VDR is a regulatory transcription gene that belongs to the nuclear receptor family. VDR plays a role in cell proliferation, differentiation, immune response, and ligand-dependent pathways including the calcium-phosphorus balance, in the body. The effect of vitamin D3-VDR signaling on the immune system is increasingly recognized, as VDR expression and activity play important roles in both T cell development and differentiation (8). VDR shows sequence similarity to steroid and thyroid hormone receptors (9). Interestingly, glucocorticoids, the first-line therapy for sarcoidosis, have been shown to reduce VDR gene expression (10).

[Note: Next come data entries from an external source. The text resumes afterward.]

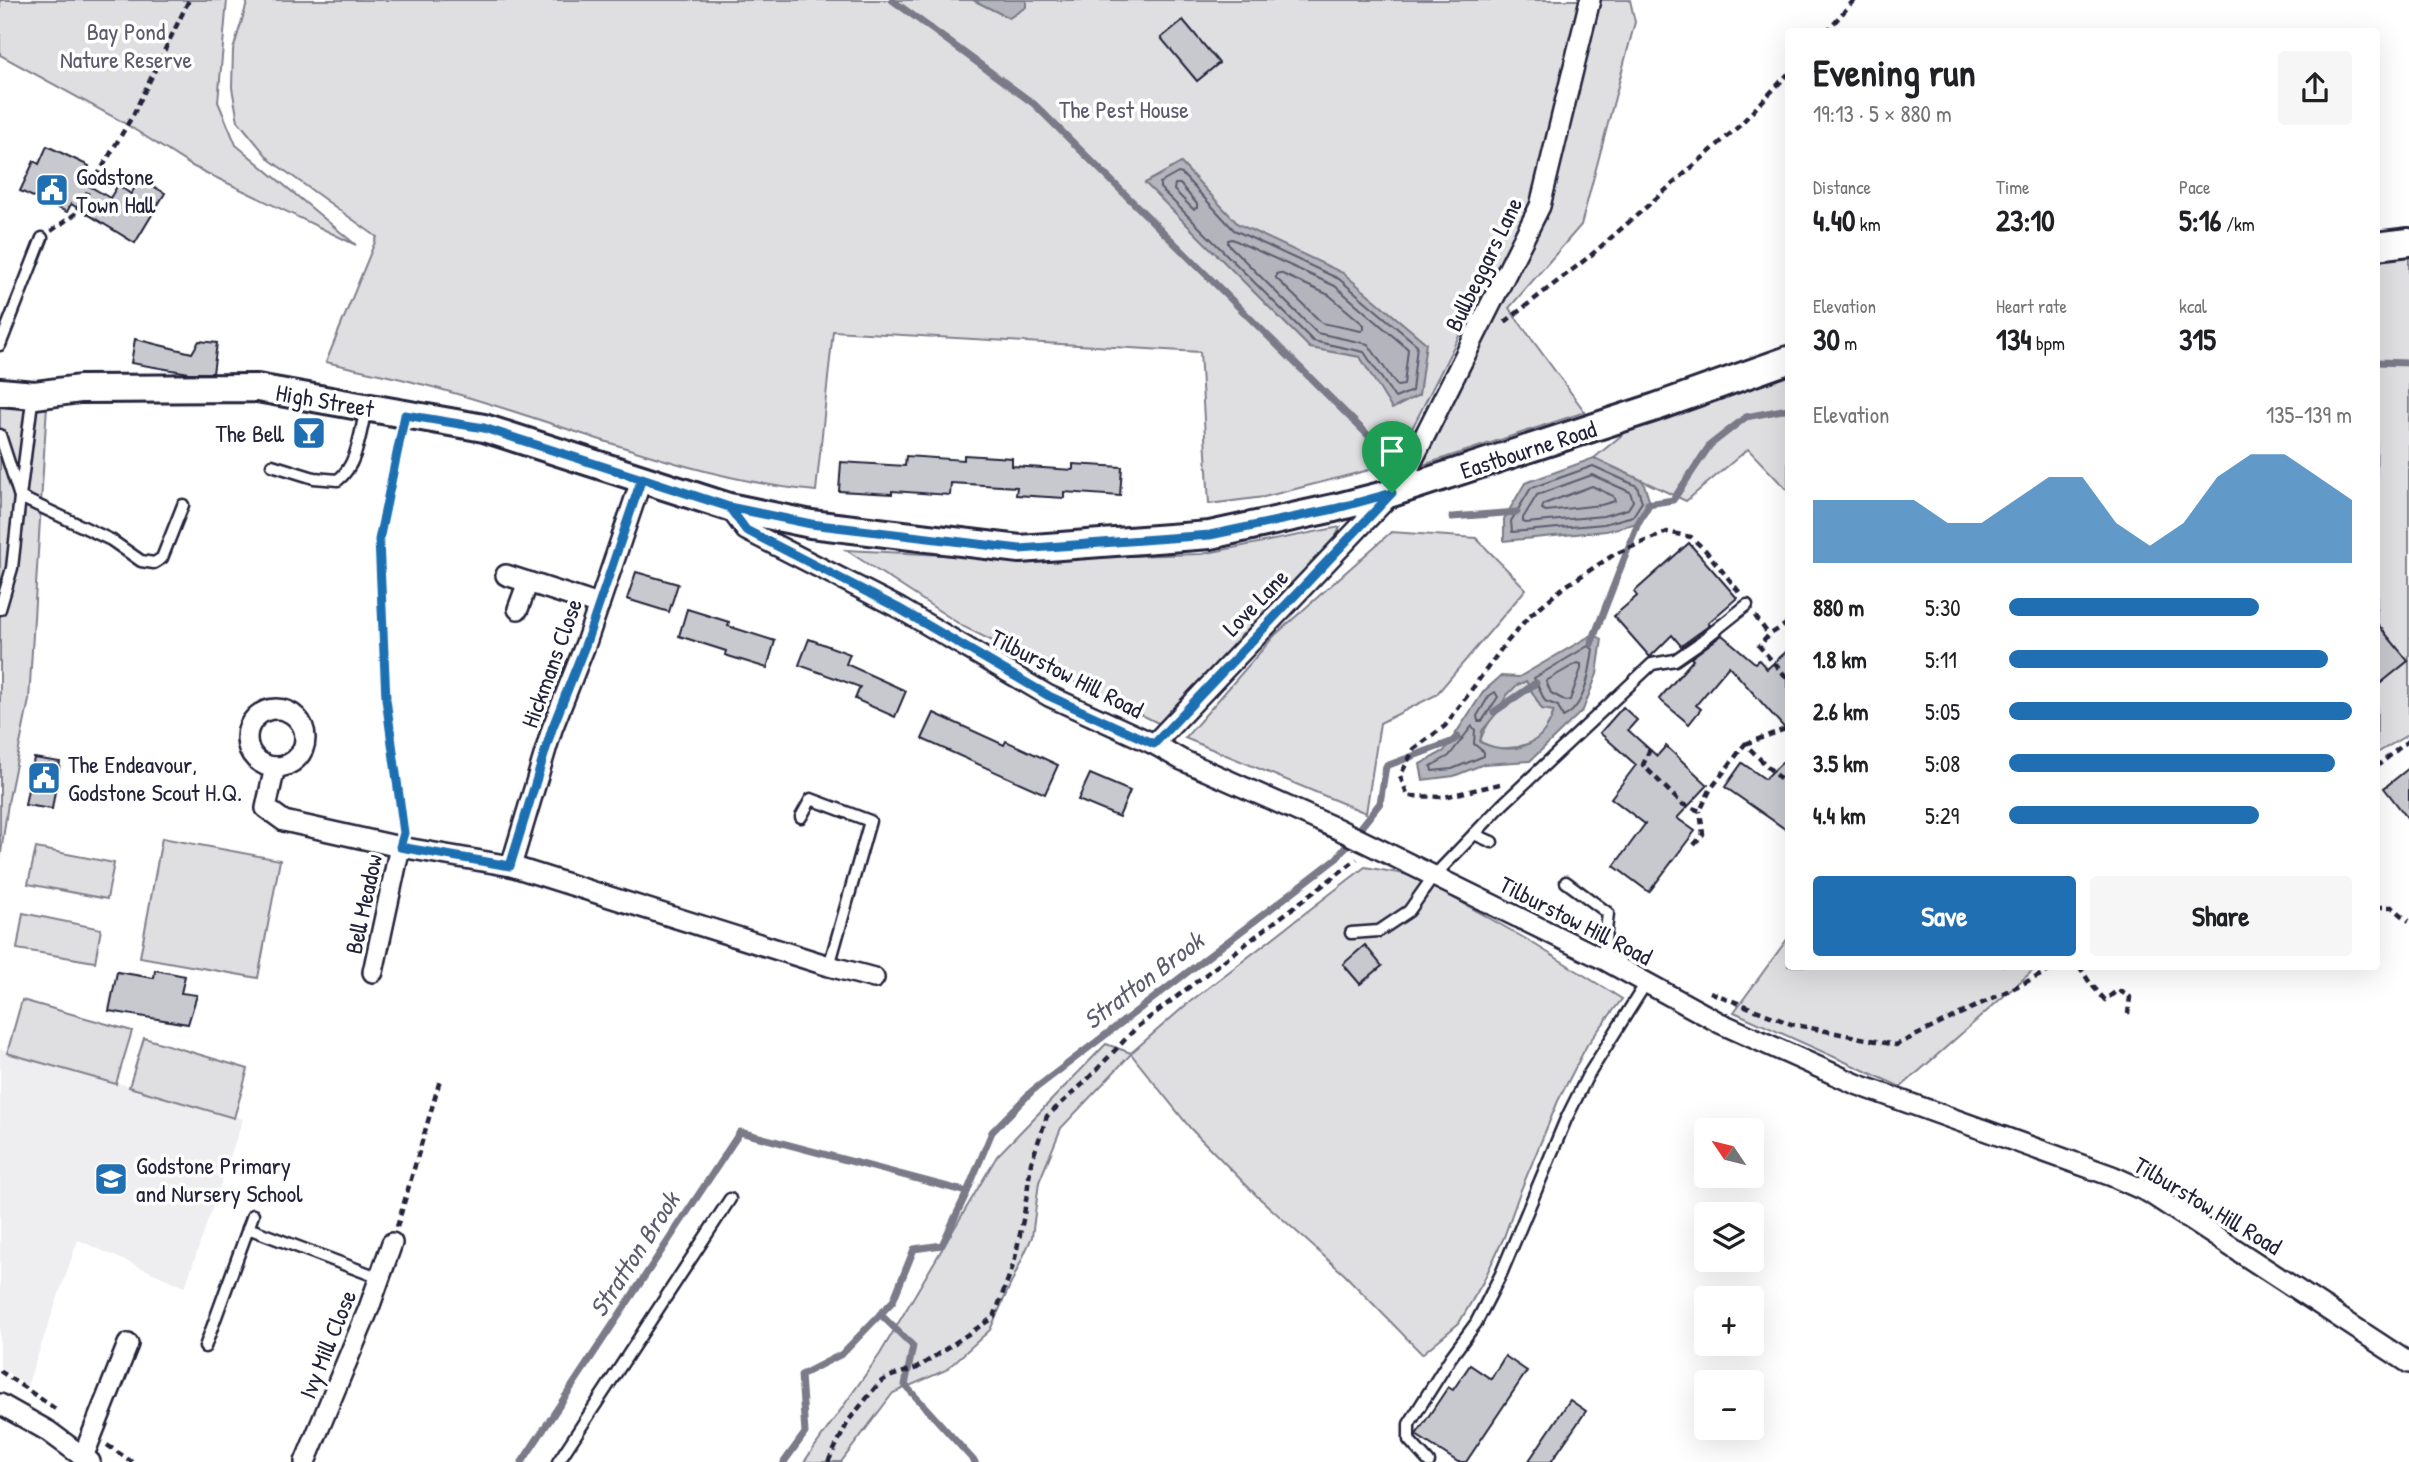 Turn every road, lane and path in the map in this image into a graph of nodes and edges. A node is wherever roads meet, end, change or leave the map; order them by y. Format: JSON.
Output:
{"nodes":[{"id":1,"x":189,"y":0,"type":"edge"},
{"id":2,"x":1590,"y":0,"type":"edge"},
{"id":3,"x":1854,"y":0,"type":"edge"},
{"id":4,"x":1830,"y":28,"type":"edge"},
{"id":5,"x":1785,"y":77,"type":"edge"},
{"id":6,"x":42,"y":238,"type":"joint"},
{"id":7,"x":2409,"y":242,"type":"edge"},
{"id":8,"x":2380,"y":246,"type":"edge"},
{"id":9,"x":1505,"y":322,"type":"dead end"},
{"id":10,"x":0,"y":345,"type":"edge"},
{"id":11,"x":1785,"y":361,"type":"edge"},
{"id":12,"x":0,"y":392,"type":"edge"},
{"id":13,"x":35,"y":395,"type":"junction"},
{"id":14,"x":366,"y":408,"type":"junction"},
{"id":15,"x":405,"y":415,"type":"junction"},
{"id":16,"x":0,"y":435,"type":"edge"},
{"id":17,"x":272,"y":465,"type":"dead end"},
{"id":18,"x":642,"y":478,"type":"junction"},
{"id":19,"x":1392,"y":493,"type":"junction"},
{"id":20,"x":20,"y":497,"type":"junction"},
{"id":21,"x":183,"y":505,"type":"dead end"},
{"id":22,"x":729,"y":507,"type":"junction"},
{"id":23,"x":506,"y":575,"type":"dead end"},
{"id":24,"x":528,"y":582,"type":"junction"},
{"id":25,"x":599,"y":605,"type":"junction"},
{"id":26,"x":1747,"y":605,"type":"junction"},
{"id":27,"x":0,"y":609,"type":"edge"},
{"id":28,"x":518,"y":609,"type":"dead end"},
{"id":29,"x":1785,"y":625,"type":"edge"},
{"id":30,"x":1769,"y":635,"type":"junction"},
{"id":31,"x":1785,"y":676,"type":"edge"},
{"id":32,"x":1785,"y":729,"type":"edge"},
{"id":33,"x":2409,"y":740,"type":"edge"},
{"id":34,"x":1154,"y":744,"type":"junction"},
{"id":35,"x":1745,"y":744,"type":"junction"},
{"id":36,"x":1650,"y":749,"type":"dead end"},
{"id":37,"x":2380,"y":764,"type":"edge"},
{"id":38,"x":275,"y":767,"type":"dead end"},
{"id":39,"x":1510,"y":779,"type":"dead end"},
{"id":40,"x":1785,"y":785,"type":"edge"},
{"id":41,"x":1700,"y":811,"type":"junction"},
{"id":42,"x":801,"y":817,"type":"dead end"},
{"id":43,"x":1474,"y":834,"type":"junction"},
{"id":44,"x":1359,"y":839,"type":"junction"},
{"id":45,"x":1492,"y":842,"type":"dead end"},
{"id":46,"x":1694,"y":845,"type":"dead end"},
{"id":47,"x":400,"y":847,"type":"junction"},
{"id":48,"x":510,"y":866,"type":"junction"},
{"id":49,"x":1433,"y":877,"type":"junction"},
{"id":50,"x":1566,"y":882,"type":"dead end"},
{"id":51,"x":2380,"y":907,"type":"edge"},
{"id":52,"x":2409,"y":921,"type":"edge"},
{"id":53,"x":1351,"y":933,"type":"dead end"},
{"id":54,"x":1603,"y":959,"type":"junction"},
{"id":55,"x":829,"y":967,"type":"junction"},
{"id":56,"x":2051,"y":970,"type":"edge"},
{"id":57,"x":2082,"y":970,"type":"edge"},
{"id":58,"x":373,"y":972,"type":"dead end"},
{"id":59,"x":874,"y":978,"type":"dead end"},
{"id":60,"x":1646,"y":983,"type":"junction"},
{"id":61,"x":2128,"y":1014,"type":"dead end"},
{"id":62,"x":1791,"y":1024,"type":"dead end"},
{"id":63,"x":440,"y":1080,"type":"dead end"},
{"id":64,"x":730,"y":1199,"type":"dead end"},
{"id":65,"x":253,"y":1215,"type":"dead end"},
{"id":66,"x":248,"y":1228,"type":"junction"},
{"id":67,"x":392,"y":1243,"type":"joint"},
{"id":68,"x":380,"y":1278,"type":"junction"},
{"id":69,"x":128,"y":1344,"type":"dead end"},
{"id":70,"x":205,"y":1347,"type":"dead end"},
{"id":71,"x":2409,"y":1363,"type":"edge"},
{"id":72,"x":0,"y":1404,"type":"edge"},
{"id":73,"x":86,"y":1459,"type":"edge"},
{"id":74,"x":305,"y":1462,"type":"edge"},
{"id":75,"x":558,"y":1462,"type":"edge"},
{"id":76,"x":828,"y":1462,"type":"edge"},
{"id":77,"x":1429,"y":1462,"type":"edge"}],
"edges":[{"from":1,"to":6,"type":"path"},
{"from":2,"to":19,"type":"street","name":"Bullbeggars Lane"},
{"from":3,"to":4,"type":"path"},
{"from":5,"to":9,"type":"path"},
{"from":6,"to":10,"type":"lane"},
{"from":7,"to":8,"type":"main road"},
{"from":11,"to":19,"type":"main road","name":"Eastbourne Road"},
{"from":12,"to":13,"type":"main road","name":"High Street"},
{"from":13,"to":14,"type":"main road","name":"High Street"},
{"from":13,"to":20,"type":"lane"},
{"from":14,"to":15,"type":"main road","name":"High Street"},
{"from":14,"to":17,"type":"lane"},
{"from":15,"to":18,"type":"main road","name":"High Street"},
{"from":15,"to":47,"type":"path"},
{"from":16,"to":20,"type":"lane"},
{"from":18,"to":22,"type":"main road","name":"Eastbourne Road"},
{"from":18,"to":25,"type":"street","name":"Hickmans Close"},
{"from":19,"to":22,"type":"main road","name":"Eastbourne Road"},
{"from":19,"to":34,"type":"street","name":"Love Lane"},
{"from":20,"to":21,"type":"lane"},
{"from":20,"to":27,"type":"lane"},
{"from":22,"to":34,"type":"street","name":"Tilburstow Hill Road"},
{"from":23,"to":24,"type":"street"},
{"from":24,"to":25,"type":"street"},
{"from":24,"to":28,"type":"street"},
{"from":25,"to":48,"type":"street","name":"Hickmans Close"},
{"from":26,"to":30,"type":"path"},
{"from":26,"to":39,"type":"path"},
{"from":26,"to":43,"type":"lane"},
{"from":29,"to":30,"type":"path"},
{"from":30,"to":31,"type":"path"},
{"from":32,"to":35,"type":"path"},
{"from":33,"to":37,"type":"path"},
{"from":34,"to":44,"type":"street","name":"Tilburstow Hill Road"},
{"from":35,"to":40,"type":"path"},
{"from":35,"to":41,"type":"path"},
{"from":36,"to":41,"type":"path"},
{"from":38,"to":47,"type":"street","name":"Bell Meadow"},
{"from":41,"to":46,"type":"path"},
{"from":42,"to":55,"type":"lane"},
{"from":43,"to":45,"type":"lane"},
{"from":43,"to":49,"type":"lane"},
{"from":44,"to":49,"type":"street","name":"Tilburstow Hill Road"},
{"from":44,"to":76,"type":"path"},
{"from":47,"to":48,"type":"street","name":"Bell Meadow"},
{"from":47,"to":58,"type":"street","name":"Bell Meadow"},
{"from":48,"to":55,"type":"street","name":"Bell Meadow"},
{"from":49,"to":53,"type":"lane"},
{"from":49,"to":54,"type":"street","name":"Tilburstow Hill Road"},
{"from":50,"to":54,"type":"lane"},
{"from":51,"to":52,"type":"path"},
{"from":54,"to":60,"type":"street","name":"Tilburstow Hill Road"},
{"from":55,"to":59,"type":"street"},
{"from":56,"to":62,"type":"path"},
{"from":57,"to":61,"type":"path"},
{"from":60,"to":71,"type":"street","name":"Tilburstow Hill Road"},
{"from":60,"to":77,"type":"lane"},
{"from":63,"to":67,"type":"path"},
{"from":64,"to":75,"type":"lane"},
{"from":65,"to":66,"type":"lane"},
{"from":66,"to":68,"type":"lane"},
{"from":66,"to":70,"type":"lane"},
{"from":67,"to":68,"type":"street","name":"Ivy Mill Close"},
{"from":68,"to":74,"type":"street","name":"Ivy Mill Close"},
{"from":69,"to":73,"type":"street"},
{"from":72,"to":73,"type":"street"}]}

Initially, the differential diagnoses of our patient’s bone lesions included malignant bone metastases, multiple myeloma, bone involvement of sarcoidosis, and metabolic bone diseases. Normal immunofixation electrophoresis and whole body PET-CT scan exonerate metastatic malignancies and multiple myeloma. Noy et al. (11) also excluded similar differential diagnoses in the cases they presented.
Bone involvement in sarcoidosis mostly occurs in the form of lytic and sclerotic lesions (12, 13). However, our patient exhibited osteoblastic changes on imaging, which decreased the suspicion of osseous sarcoidosis. No granular lesions were observed in the liver relating to the patient’s sarcoidosis, and liver enzymes other than ALP were within the normal reference range. We therefore arrived at the diagnosis of Paget’s disease in this older patient with sarcoidosis.
Conclusion
The etiologies of Paget’s disease and sarcoidosis are not well-defined. The pathophysiology of sarcoidosis includes defective T cells and macrophages, which lead to the formation of granulomas (3). On the other hand, increased turnover of osteoclasts has been observed in Paget’s disease (14), where osteoclasts are a member of the macrophage family. There may be a common intrinsic factor associated with the VDR gene receptor that triggers the defective activation of macrophages in both disorders. More than half of patients with Paget’s disease are asymptomatic; thus, the coexistence of the two disorders may remain unnoticed. Whether bisphosphonates can be used in the treatment of osseous sarcoidosis is a topic for future research.